YOUR ASSIGNMENT: From top to bottom, return the listing exactly as it appears, omitting its images.

*** Opening of STUDY MATERIAL ***

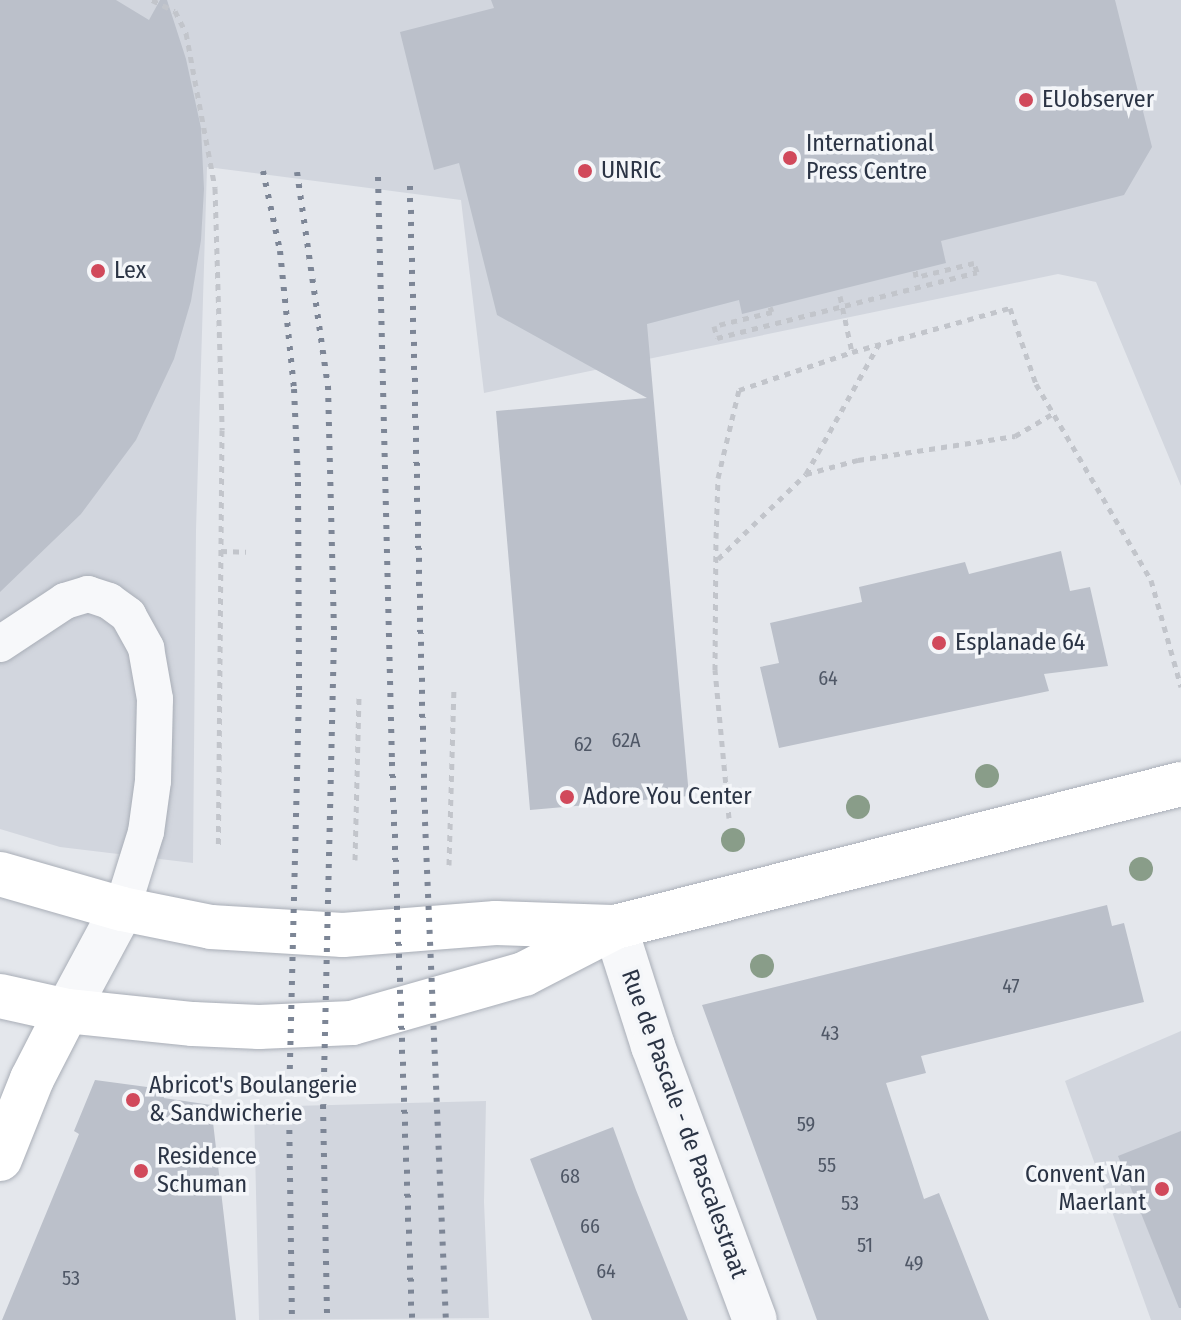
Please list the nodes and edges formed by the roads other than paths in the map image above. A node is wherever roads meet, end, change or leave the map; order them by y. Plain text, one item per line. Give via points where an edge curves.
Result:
1 (0, 644) edge
2 (1181, 784) edge
3 (0, 874) edge
4 (122, 909) junction
5 (615, 927) junction
6 (0, 996) edge
7 (67, 1011) junction
8 (0, 1159) edge
9 (755, 1320) edge

1 - 4 lane via 65,601 88,594 128,615 146,648 155,699 153,781 146,832
2 - 5 street
3 - 4 street
4 - 5 street via 211,927 343,935 496,923
4 - 7 street
5 - 7 street via 524,974 352,1023 206,1025
5 - 9 street, Rue de Pascale - de Pascalestraat via 653,1046
6 - 7 street
7 - 8 street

*** Close of STUDY MATERIAL ***

FINAL ANSWER:
Please list the nodes and edges formed by the roads other than paths in the map image above. A node is wherever roads meet, end, change or leave the map; order them by y. Plain text, one item per line. Give via points where an edge curves.
Result:
1 (0, 644) edge
2 (1181, 784) edge
3 (0, 874) edge
4 (122, 909) junction
5 (615, 927) junction
6 (0, 996) edge
7 (67, 1011) junction
8 (0, 1159) edge
9 (755, 1320) edge

1 - 4 lane via 65,601 88,594 128,615 146,648 155,699 153,781 146,832
2 - 5 street
3 - 4 street
4 - 5 street via 211,927 343,935 496,923
4 - 7 street
5 - 7 street via 524,974 352,1023 206,1025
5 - 9 street, Rue de Pascale - de Pascalestraat via 653,1046
6 - 7 street
7 - 8 street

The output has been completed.